What Ig classes are represented by the IgG band

The anti-human IgG in this test will detect: IgG1/2/3/4. IgG3 is a strong activator of complement and will promote viral clearance via the liver and spleen via CR1.

What are the interfering factors?

IVIG Rx would most likely result in a positive IgG test but less likely to be IgM positive because convalescent plasma is mostly IgG and would be used which contains high titer of IgG neutralizing antibodies.

Many different coronaviruses and related viruses or even bacterial antibodies do not cross react with the test antigen NP, antivirals do not interfere, heparin/EDTA/Citrate do not interfere, and non-specific IgM/G does not interfere. Icteric, hyperlipemia and hemolyzed samples may interfere.

What about mutations and the different strains of COVID-19? Will this test detect them?

There are 6 strains are circulating, and most mutations are in the S1 domain of the spike (RBD).

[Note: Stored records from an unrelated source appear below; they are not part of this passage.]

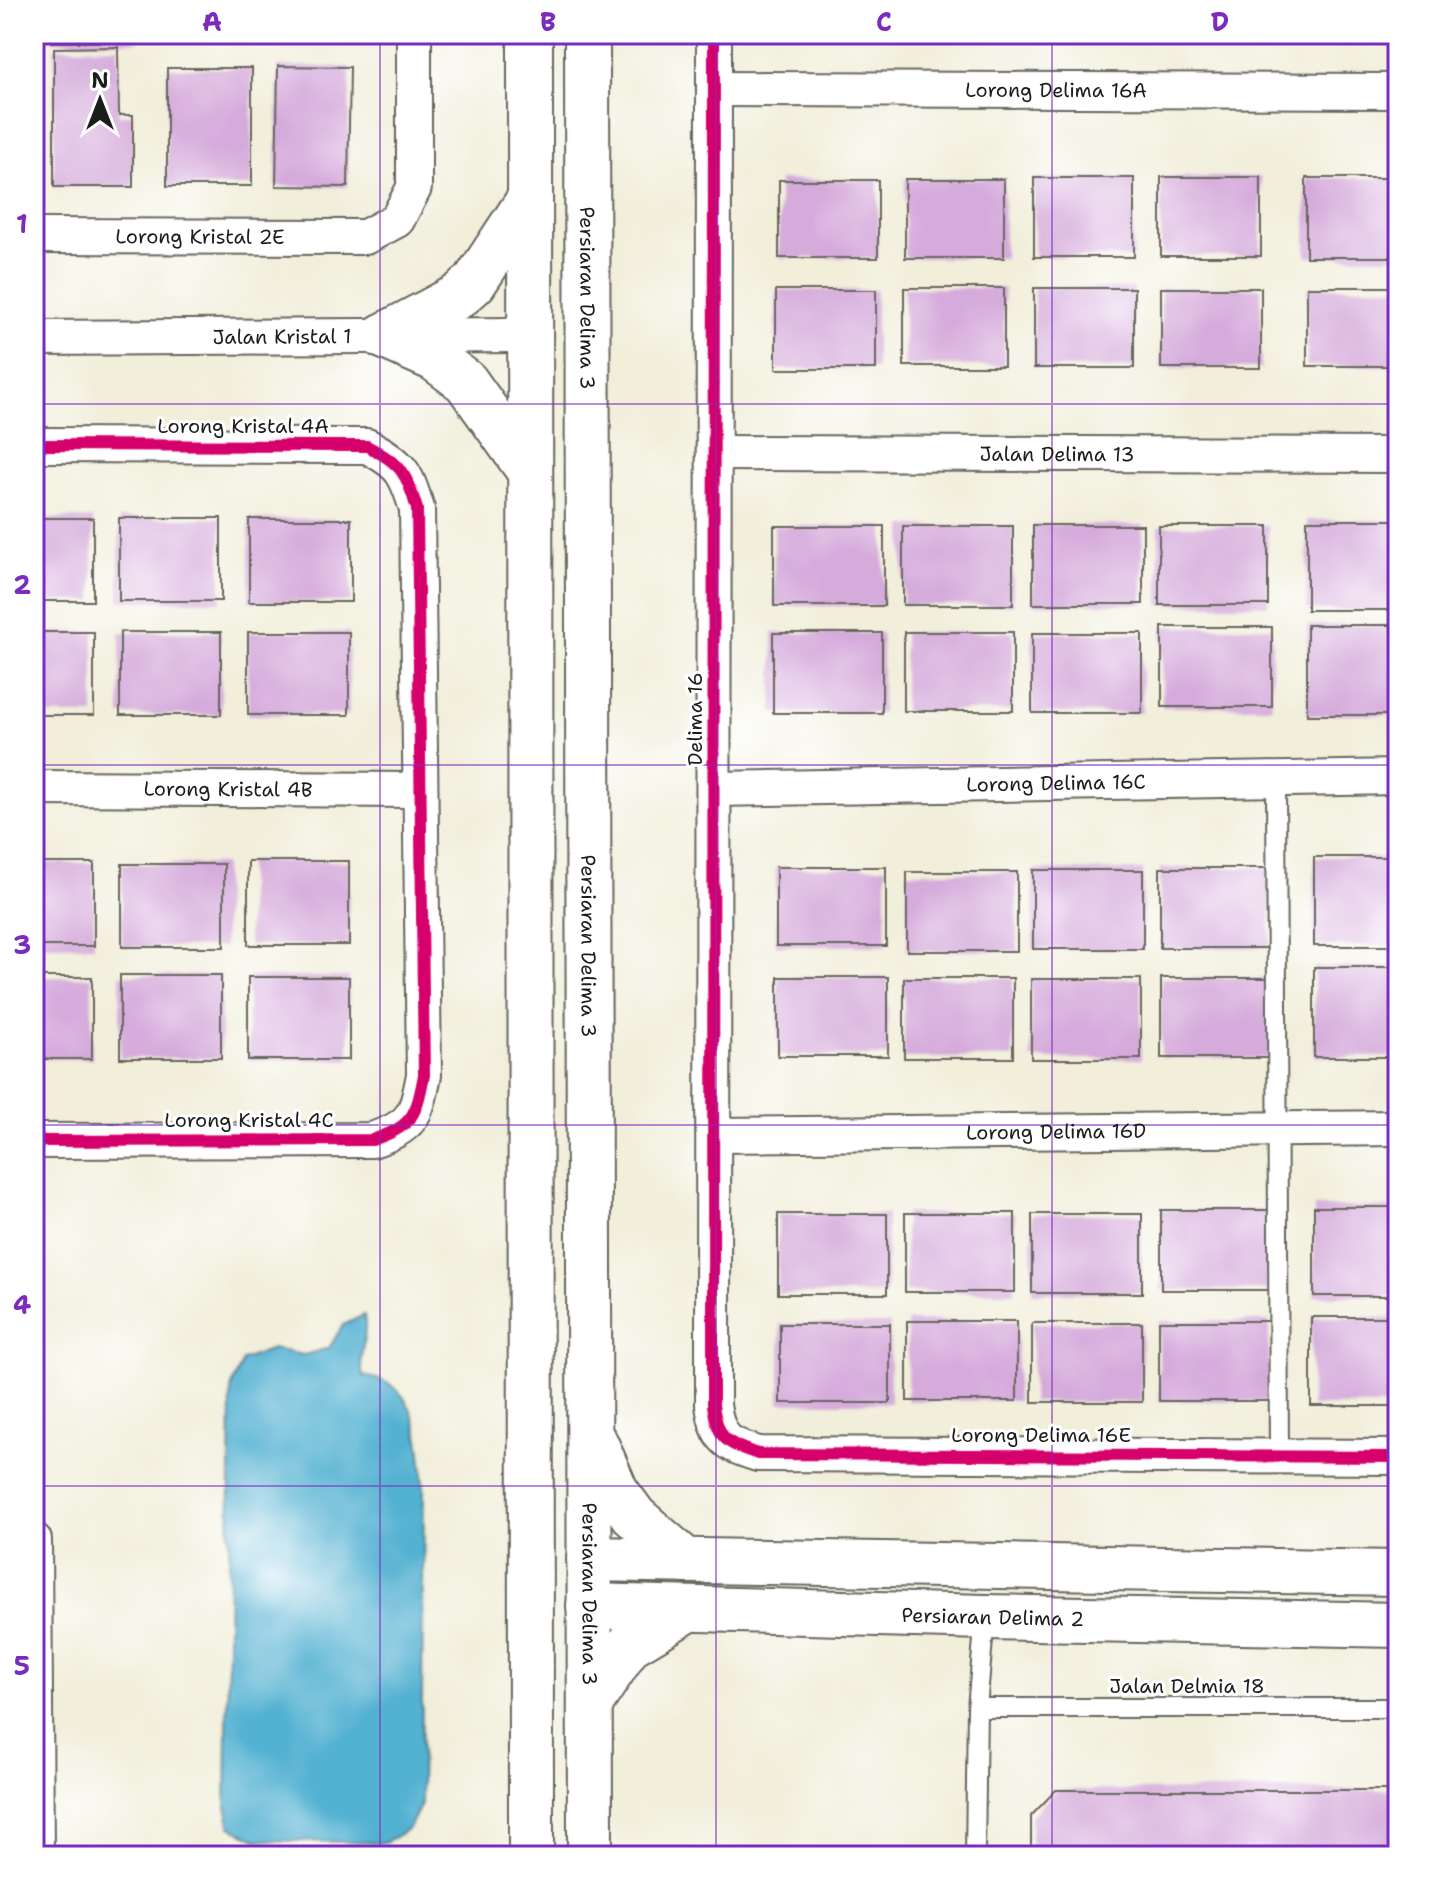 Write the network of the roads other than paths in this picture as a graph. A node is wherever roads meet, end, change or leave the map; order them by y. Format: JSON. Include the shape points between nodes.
{"nodes":[{"id":1,"x":414,"y":34,"type":"edge"},
{"id":2,"x":530,"y":34,"type":"edge"},
{"id":3,"x":587,"y":34,"type":"edge"},
{"id":4,"x":714,"y":34,"type":"edge"},
{"id":5,"x":714,"y":89,"type":"junction"},
{"id":6,"x":1398,"y":91,"type":"edge"},
{"id":7,"x":530,"y":198,"type":"junction"},
{"id":8,"x":34,"y":236,"type":"edge"},
{"id":9,"x":587,"y":282,"type":"junction"},
{"id":10,"x":530,"y":335,"type":"junction"},
{"id":11,"x":383,"y":336,"type":"junction"},
{"id":12,"x":34,"y":338,"type":"edge"},
{"id":13,"x":588,"y":387,"type":"junction"},
{"id":14,"x":34,"y":445,"type":"edge"},
{"id":15,"x":715,"y":453,"type":"junction"},
{"id":16,"x":1398,"y":455,"type":"edge"},
{"id":17,"x":530,"y":472,"type":"junction"},
{"id":18,"x":417,"y":509,"type":"joint"},
{"id":19,"x":1398,"y":777,"type":"edge"},
{"id":20,"x":1276,"y":779,"type":"junction"},
{"id":21,"x":34,"y":788,"type":"edge"},
{"id":22,"x":714,"y":789,"type":"junction"},
{"id":23,"x":420,"y":790,"type":"junction"},
{"id":24,"x":1398,"y":1128,"type":"edge"},
{"id":25,"x":1276,"y":1129,"type":"junction"},
{"id":26,"x":714,"y":1135,"type":"junction"},
{"id":27,"x":34,"y":1141,"type":"edge"},
{"id":28,"x":713,"y":1405,"type":"joint"},
{"id":29,"x":589,"y":1427,"type":"junction"},
{"id":30,"x":1279,"y":1456,"type":"junction"},
{"id":31,"x":1398,"y":1457,"type":"edge"},
{"id":32,"x":531,"y":1531,"type":"junction"},
{"id":33,"x":34,"y":1540,"type":"edge"},
{"id":34,"x":686,"y":1561,"type":"junction"},
{"id":35,"x":34,"y":1571,"type":"edge"},
{"id":36,"x":1398,"y":1573,"type":"edge"},
{"id":37,"x":584,"y":1582,"type":"junction"},
{"id":38,"x":689,"y":1609,"type":"junction"},
{"id":39,"x":985,"y":1617,"type":"junction"},
{"id":40,"x":1398,"y":1625,"type":"edge"},
{"id":41,"x":531,"y":1640,"type":"junction"},
{"id":42,"x":34,"y":1667,"type":"edge"},
{"id":43,"x":590,"y":1704,"type":"junction"},
{"id":44,"x":977,"y":1708,"type":"junction"},
{"id":45,"x":1398,"y":1708,"type":"edge"},
{"id":46,"x":36,"y":1856,"type":"edge"},
{"id":47,"x":531,"y":1856,"type":"edge"},
{"id":48,"x":590,"y":1856,"type":"edge"},
{"id":49,"x":975,"y":1856,"type":"edge"}],
"edges":[{"from":1,"to":8,"type":"street","name":"Lorong Kristal 2E","via":[[414,188],[397,220],[365,237]]},
{"from":2,"to":7,"type":"street"},
{"from":3,"to":9,"type":"street","name":"Persiaran Delima 3"},
{"from":4,"to":5,"type":"street","name":"Delima 16"},
{"from":5,"to":6,"type":"street","name":"Lorong Delima 16A"},
{"from":5,"to":15,"type":"street","name":"Delima 16"},
{"from":7,"to":10,"type":"street"},
{"from":7,"to":11,"type":"street","via":[[474,283]]},
{"from":9,"to":10,"type":"street"},
{"from":9,"to":13,"type":"street","name":"Persiaran Delima 3"},
{"from":10,"to":11,"type":"street","name":"Jalan Kristal 1"},
{"from":10,"to":13,"type":"street"},
{"from":10,"to":17,"type":"street"},
{"from":11,"to":12,"type":"street","name":"Jalan Kristal 1"},
{"from":11,"to":17,"type":"street","via":[[435,359],[466,382]]},
{"from":13,"to":29,"type":"street","name":"Persiaran Delima 3"},
{"from":14,"to":18,"type":"street","name":"Lorong Kristal 4A","via":[[367,446],[389,458],[408,478]]},
{"from":15,"to":16,"type":"street","name":"Jalan Delima 13"},
{"from":15,"to":22,"type":"street","name":"Delima 16"},
{"from":17,"to":32,"type":"street"},
{"from":18,"to":23,"type":"street","name":"Lorong Kristal 4C"},
{"from":19,"to":20,"type":"street","name":"Lorong Delima 16C"},
{"from":20,"to":22,"type":"street","name":"Lorong Delima 16C"},
{"from":20,"to":25,"type":"lane"},
{"from":21,"to":23,"type":"street","name":"Lorong Kristal 4B"},
{"from":22,"to":26,"type":"street","name":"Delima 16"},
{"from":23,"to":27,"type":"street","name":"Lorong Kristal 4C","via":[[424,1075],[417,1107],[400,1131],[372,1140]]},
{"from":24,"to":25,"type":"street","name":"Lorong Delima 16D"},
{"from":25,"to":26,"type":"street","name":"Lorong Delima 16D"},
{"from":25,"to":30,"type":"lane"},
{"from":26,"to":28,"type":"street","name":"Delima 16"},
{"from":28,"to":30,"type":"street","name":"Lorong Delima 16E","via":[[716,1426],[731,1446],[758,1454]]},
{"from":29,"to":34,"type":"street","via":[[616,1491],[635,1517]]},
{"from":29,"to":37,"type":"street","name":"Persiaran Delima 3"},
{"from":30,"to":31,"type":"street","name":"Lorong Delima 16E"},
{"from":32,"to":37,"type":"street"},
{"from":32,"to":41,"type":"street"},
{"from":33,"to":35,"type":"street"},
{"from":34,"to":36,"type":"street"},
{"from":34,"to":37,"type":"street"},
{"from":35,"to":42,"type":"street"},
{"from":37,"to":38,"type":"street","name":"Persiaran Delima 2"},
{"from":37,"to":41,"type":"street"},
{"from":37,"to":43,"type":"street","name":"Persiaran Delima 3"},
{"from":38,"to":39,"type":"street","name":"Persiaran Delima 2"},
{"from":38,"to":43,"type":"street","via":[[629,1645]]},
{"from":39,"to":40,"type":"street","name":"Persiaran Delima 2"},
{"from":39,"to":44,"type":"lane"},
{"from":41,"to":47,"type":"street"},
{"from":42,"to":46,"type":"street"},
{"from":43,"to":48,"type":"street","name":"Persiaran Delima 3"},
{"from":44,"to":45,"type":"lane","name":"Jalan Delmia 18"},
{"from":44,"to":49,"type":"lane"}]} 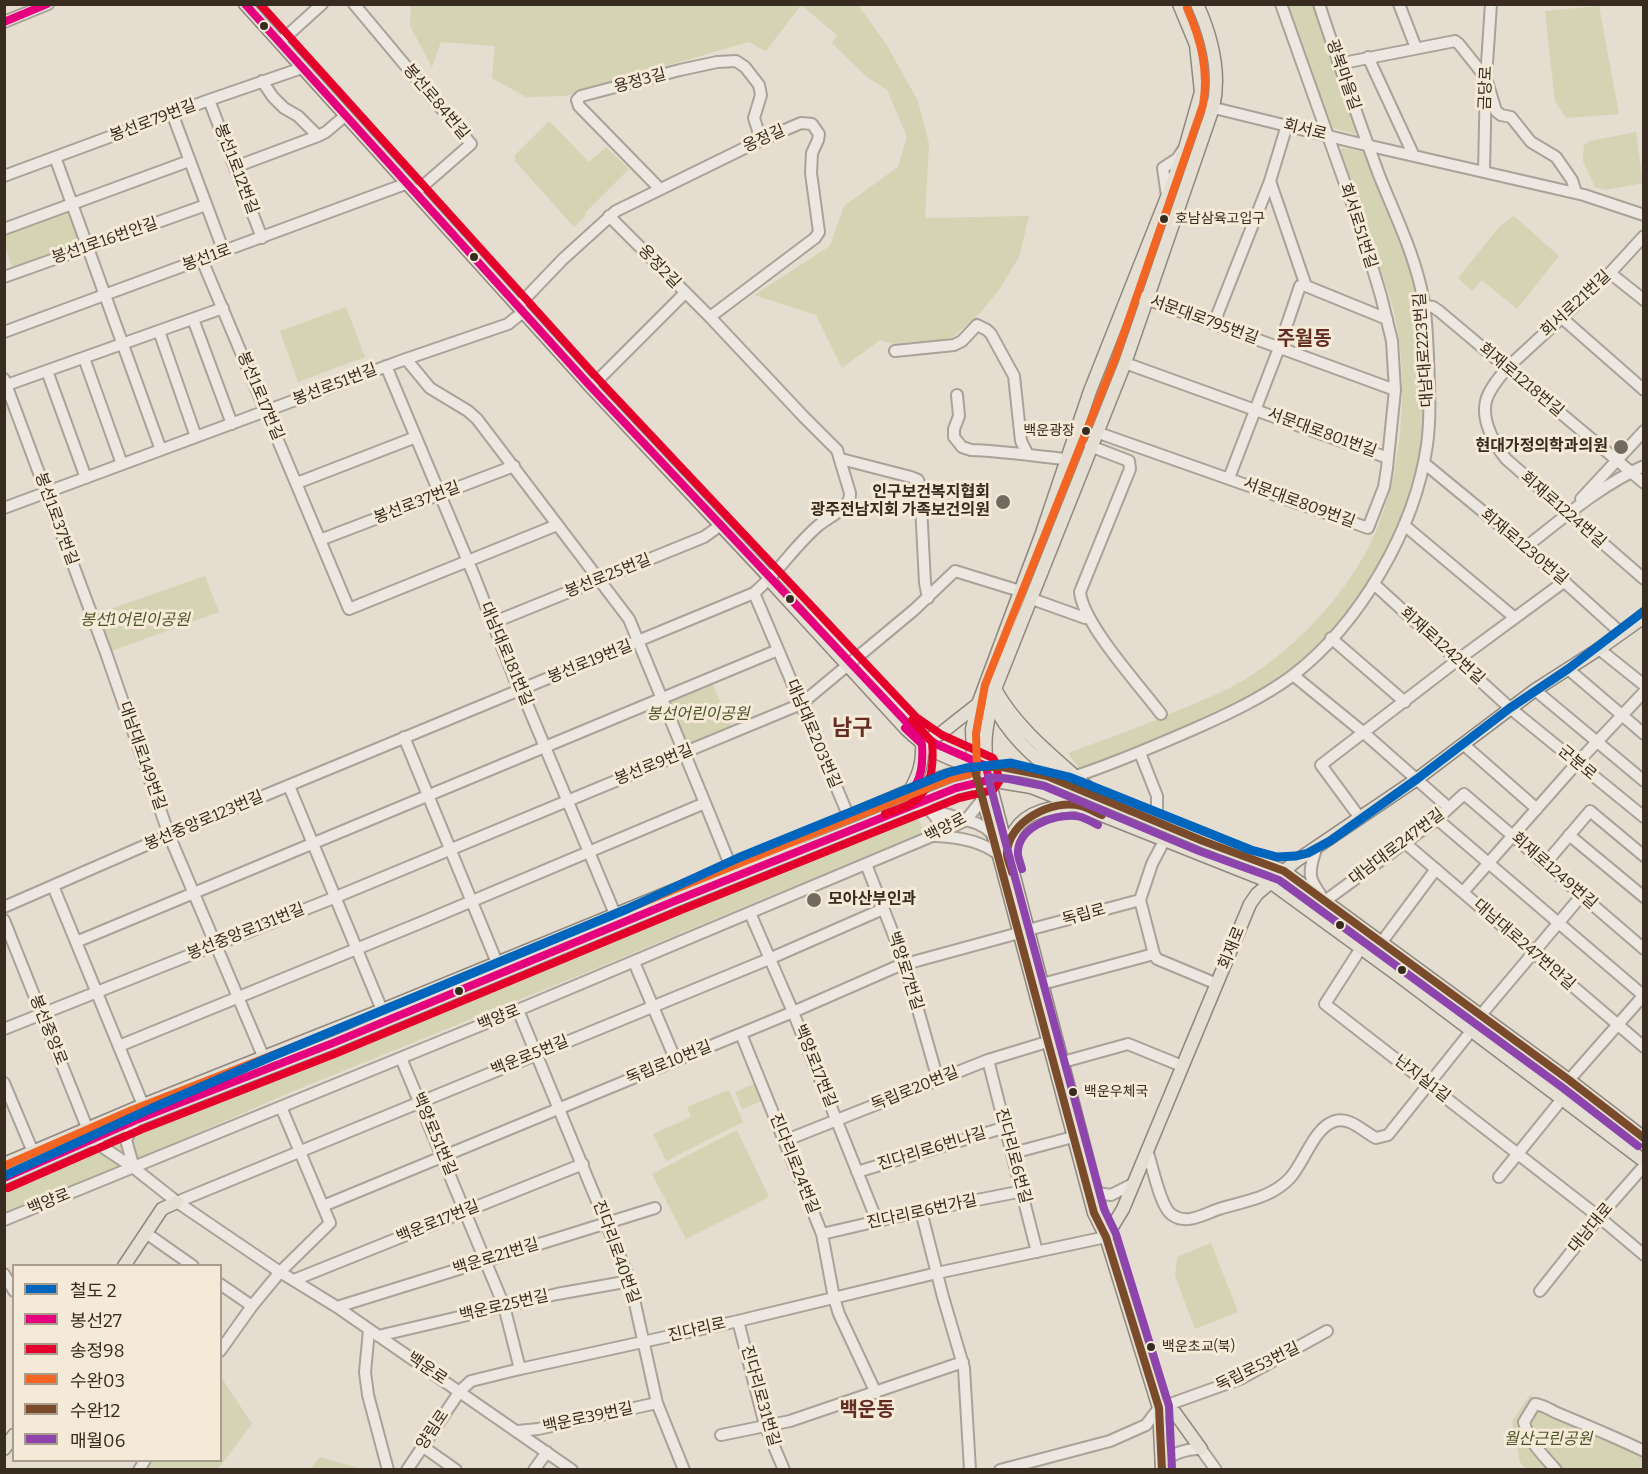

If you have had COVID-19 and recovered or were asymptomatic, how long will you have IgG antibodies?

Antibodies to Coronaviruses have been shown to be present for 12 years. Post infection and generation of IgG generally indicates immunity. There are some exceptions.

Do you know if we still must be quarantined UNTIL we have results of this test?

If you have been exposed to a known infected person quarantine is advised for at least 7-14 days even after testing negative. It takes a few days to be PCR positive (prodromal phase) and then a few days longer for IgM/IgG to show. Tests are just a snapshot in time and if you test in the wrong window you could be infected and be PCR or Ab negative. So, you can get a false negative if you miss the window. It takes about 28 days for most people to test positive for IgG.

Would you recommend this test to establish immunity especially for health care workers, those who suspect exposure or need to confirm immunity?

This test will indicate who was infected but does not indicate immunity. However, in the IgG positive convalescent phase many different antibodies are being produced against a lot of different viral proteins: N, M, E and S. Antibodies against the S protein RBD domain that inhibits binding to the host ACE2 receptor block viral entry and play a role in neutralizing the virus. Neutralizing antibodies are measured in a separate assay that shows convalescent plasma blocks virus binding to cells and prevents plaque formation.

What does the presence of antibodies tell us about possibility of reinfection vs. protection? What do we know at this point?

What we know is that the production of a robust IgG response is essential to generate immunity. Re-infection is always possible but the ability to mount a rapid IgG response is essential to block subsequent infection. As new strains emerge, re-infection with a different strain is always possible, and in this case, one would have to mount a new IgM and IgG response all over again.

How valid is the test for patients who congenitally or have an acquired low total serum IgG and/or IgM levels?

There are cases where certain patients may be immunodeficient either genetically, through a disease process or another co-morbidity. Even in these cases, if one is exposed or infected it still would be a clinically valuable tool.

*Please remember that testing is an aid to diagnosis and provides evidence but cannot be used in exclusion.